In mid-March, the U.S. Department of Labor announced a permanent exemption for the construction industry from Industry-Recognized Apprenticeship Programs, otherwise known as IRAPs.
The March 10 announcement was a big win for the building trades, whose long-established and high quality registered apprenticeship programs separate themselves from non-union construction training programs.
“I thought it was wise for the federal government to leave IRAPs out of the construction industry,” said Columbus/Central Ohio Building and Construction Trades Council Executive Secretary-Treasurer Dorsey Hager.
IRAPs differ from registered apprenticeships because they are not regulated by the government and give employers – or an affiliated partner – the ability to train new construction workers without any regulations or governmental oversight.
Each year, members of the union construction industry and their signatory contractors combine to invest more than $1 billion in private sector money to fund and operate over 1,900 apprenticeship training and education facilities across North America. This ongoing commitment has been in place for roughly 80 years has consistently produced the safest, most highly trained and most highly skilled construction workforce.
“The Department has determined that programs that seek to train apprentices to perform construction activities, as described in section 29.30, will not be recognized as IRAPs. This is because the construction sector is unique in that its registered apprentice programs materially outnumber programs in other sectors, are widespread, and are well established and high quality. Thus, while the Department certainly believes that IRAPs and the registered apprenticeship system are complementary and can co-exist, there are sound reasons to tread more cautiously in the construction sector, as well as less urgency to the need to expand apprenticeship opportunities in that field.”
Had IRAPs been allowed, many labor trades leaders expressed concern they would cause irreparable harm to the union construction industry’s registered apprenticeships and cost union jobs. The belief was without any regulation or oversight, non-union contractors, including members of the Associated Building and Contractors (ABC), could retain apprentices, but pay them dramatically less, or create a permanent class of apprentices. Both scenarios would generate a competitive advantage when bidding on projects.
The DOL’s final ruling came more than six months after a 60-day comment period ended on Aug. 26. During this time, hundreds of thousands of Americans expressed their opinions that IRAPs do not belong in the construction industry.
“We appreciate the time spent by all – especially our rank and file members – who petitioned their government during the public comment period,” North America’s Building Trades Unions President Sean McGarvey said in a prepared statement. “Together with our industry partners, we will continue to invest in high-quality training standards that promote the well-being of apprentices and meet the demands of the industry.”
For Hager, the announcement was a relief.
“It was an extremely nervous six months for us and other industry leaders,” he said. “Who knows what they were thinking or debating behind closed doors.”

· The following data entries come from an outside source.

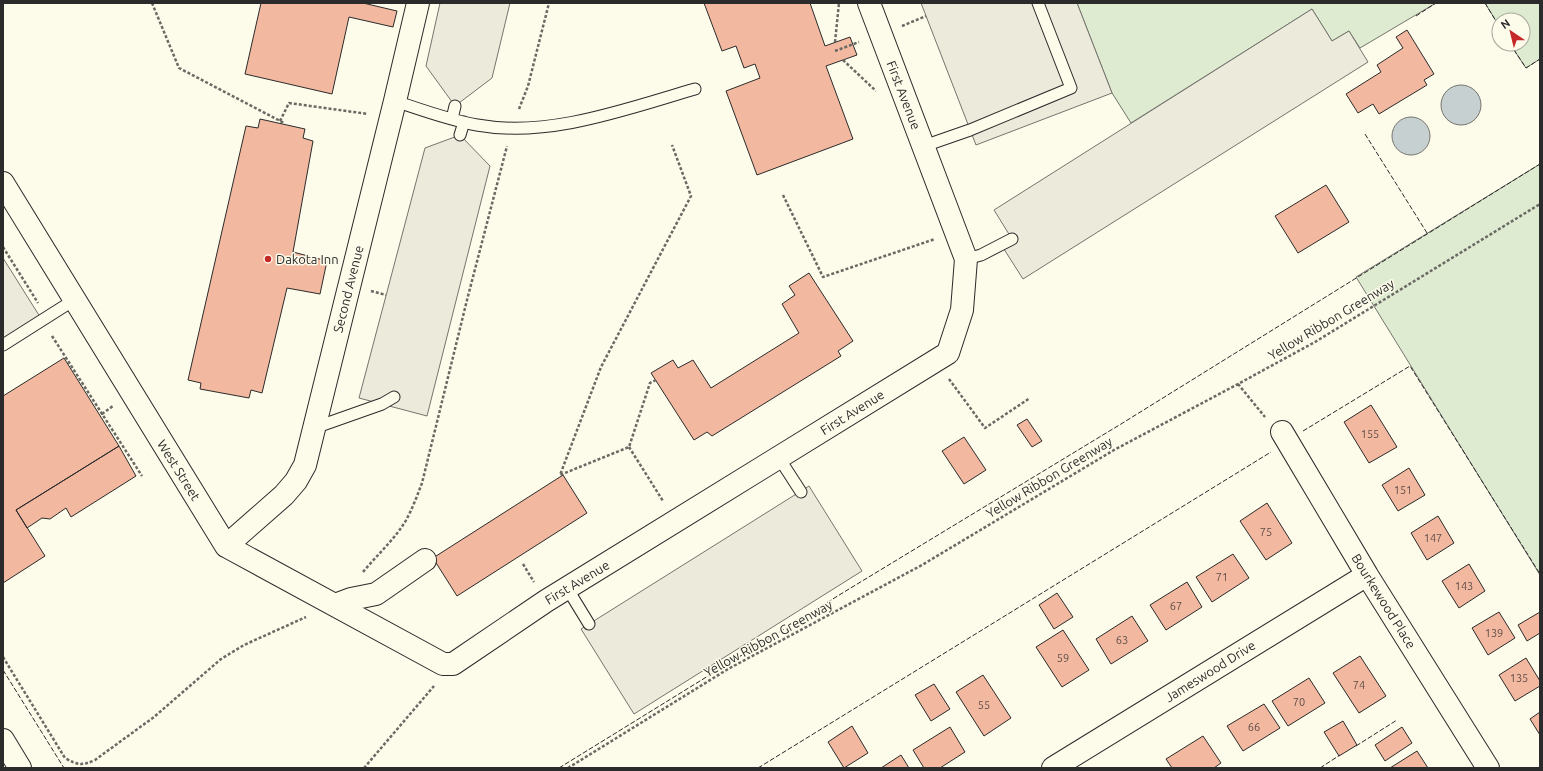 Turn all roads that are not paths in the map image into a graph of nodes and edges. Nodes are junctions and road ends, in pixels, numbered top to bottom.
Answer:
1 (418, 3) edge
2 (869, 3) edge
3 (1038, 3) edge
4 (695, 89) dead end
5 (455, 106) dead end
6 (393, 109) junction
7 (452, 119) junction
8 (464, 122) junction
9 (460, 135) dead end
10 (924, 146) junction
11 (3, 183) edge
12 (1012, 239) dead end
13 (966, 259) junction
14 (74, 300) junction
15 (3, 345) edge
16 (394, 397) dead end
17 (314, 428) junction
18 (1282, 432) road end
19 (779, 458) junction
20 (801, 492) dead end
21 (226, 546) junction
22 (424, 560) dead end
23 (1367, 575) junction
24 (567, 588) junction
25 (335, 605) junction
26 (589, 624) dead end
27 (448, 664) joint
28 (3, 740) edge
29 (20, 768) edge
30 (1053, 768) edge
31 (1488, 768) edge

1 - 6 street, Second Avenue
2 - 10 street, First Avenue
3 - 10 lane
4 - 8 lane
5 - 7 lane
6 - 7 lane
6 - 17 street, Second Avenue
7 - 8 lane
8 - 9 lane
10 - 13 street, First Avenue
11 - 14 street, West Street
12 - 13 lane
13 - 19 street, First Avenue
14 - 15 lane
14 - 21 street, West Street
16 - 17 lane
17 - 21 street, Second Avenue
18 - 23 street, Bourkewood Place
19 - 20 lane
19 - 24 street, First Avenue
21 - 25 street, West Street
22 - 25 street
23 - 30 street, Jameswood Drive
23 - 31 street, Bourkewood Place
24 - 26 lane
24 - 27 street, First Avenue
25 - 27 street, West Street
28 - 29 street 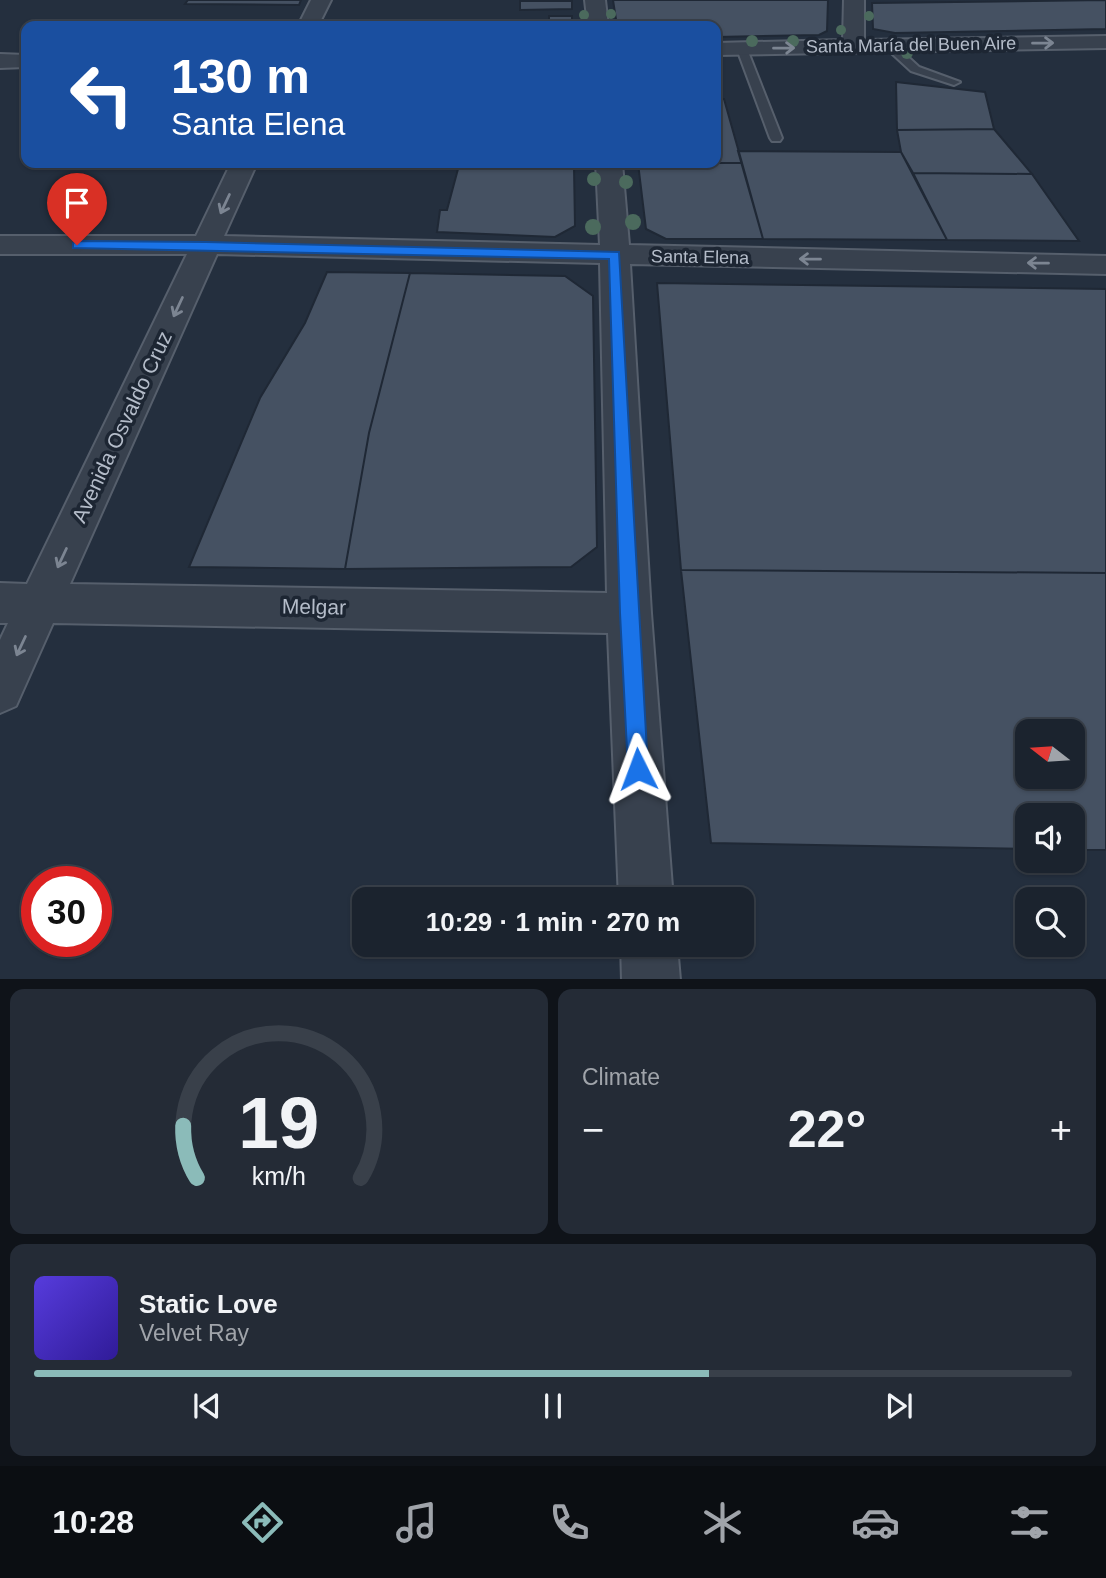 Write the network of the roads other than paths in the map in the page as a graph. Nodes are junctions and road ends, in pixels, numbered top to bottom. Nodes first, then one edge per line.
1 (321, 0) edge
2 (595, 0) edge
3 (854, 0) edge
4 (310, 21) edge
5 (597, 21) edge
6 (1106, 42) edge
7 (890, 46) junction
8 (853, 47) junction
9 (742, 48) junction
10 (721, 49) edge
11 (0, 61) edge
12 (21, 61) edge
13 (954, 82) dead end
14 (776, 138) dead end
15 (242, 168) edge
16 (608, 168) edge
17 (0, 245) edge
18 (206, 245) junction
19 (615, 255) junction
20 (1106, 265) edge
21 (21, 603) edge
22 (629, 613) junction
23 (0, 690) edge
24 (645, 887) edge
25 (650, 957) edge
26 (651, 979) edge

1 - 4 street
2 - 5 street
3 - 8 street
7 -> 6 street, Santa María del Buen Aire
7 - 8 street, Santa María del Buen Aire
7 - 13 lane
9 -> 8 street, Santa María del Buen Aire
9 - 10 street, Santa María del Buen Aire
9 - 14 lane
11 - 12 street
15 -> 18 street, Avenida Osvaldo Cruz
16 - 19 street
17 - 18 street, Santa Elena
18 - 19 street, Santa Elena
18 -> 21 street, Avenida Osvaldo Cruz
20 -> 19 street, Santa Elena
19 - 22 street
21 - 22 street, Melgar
21 -> 23 street, Avenida Osvaldo Cruz
22 - 24 street
25 - 26 street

A total of 326,798 comments were submitted to the DOL, of which 17,761 were considered unique. The majority of the remaining 309,037 comments were letters associated with 290 form-letter campaigns. According to the DOL’s final ruling, almost all of the form-letter campaigns addressed the exclusion of the construction industry from IRAPs.
Many comments referenced how IRAPs would lead to a reduction in wages, the cutting of corners during construction and a reduced standard of safety on jobsites.
“We saw an outpouring of support that culminated in record level engagement by citizens in the public comment period that reiterated, both the need and ongoing support, for the Registered Apprenticeship system in the construction industry,” said McGarvey. “We are pleased that their voices were heard and that the final rule recognizes the protections for, and success of, registered apprenticeship in the construction industry.”
Hager credited the record level of comments with helping to secure the permanent IRAP industry exemption.
“I think it had a great deal to do with it. Sean, his staff, and the International Presidents are to be commended on their leadership in getting the responses in,” he added.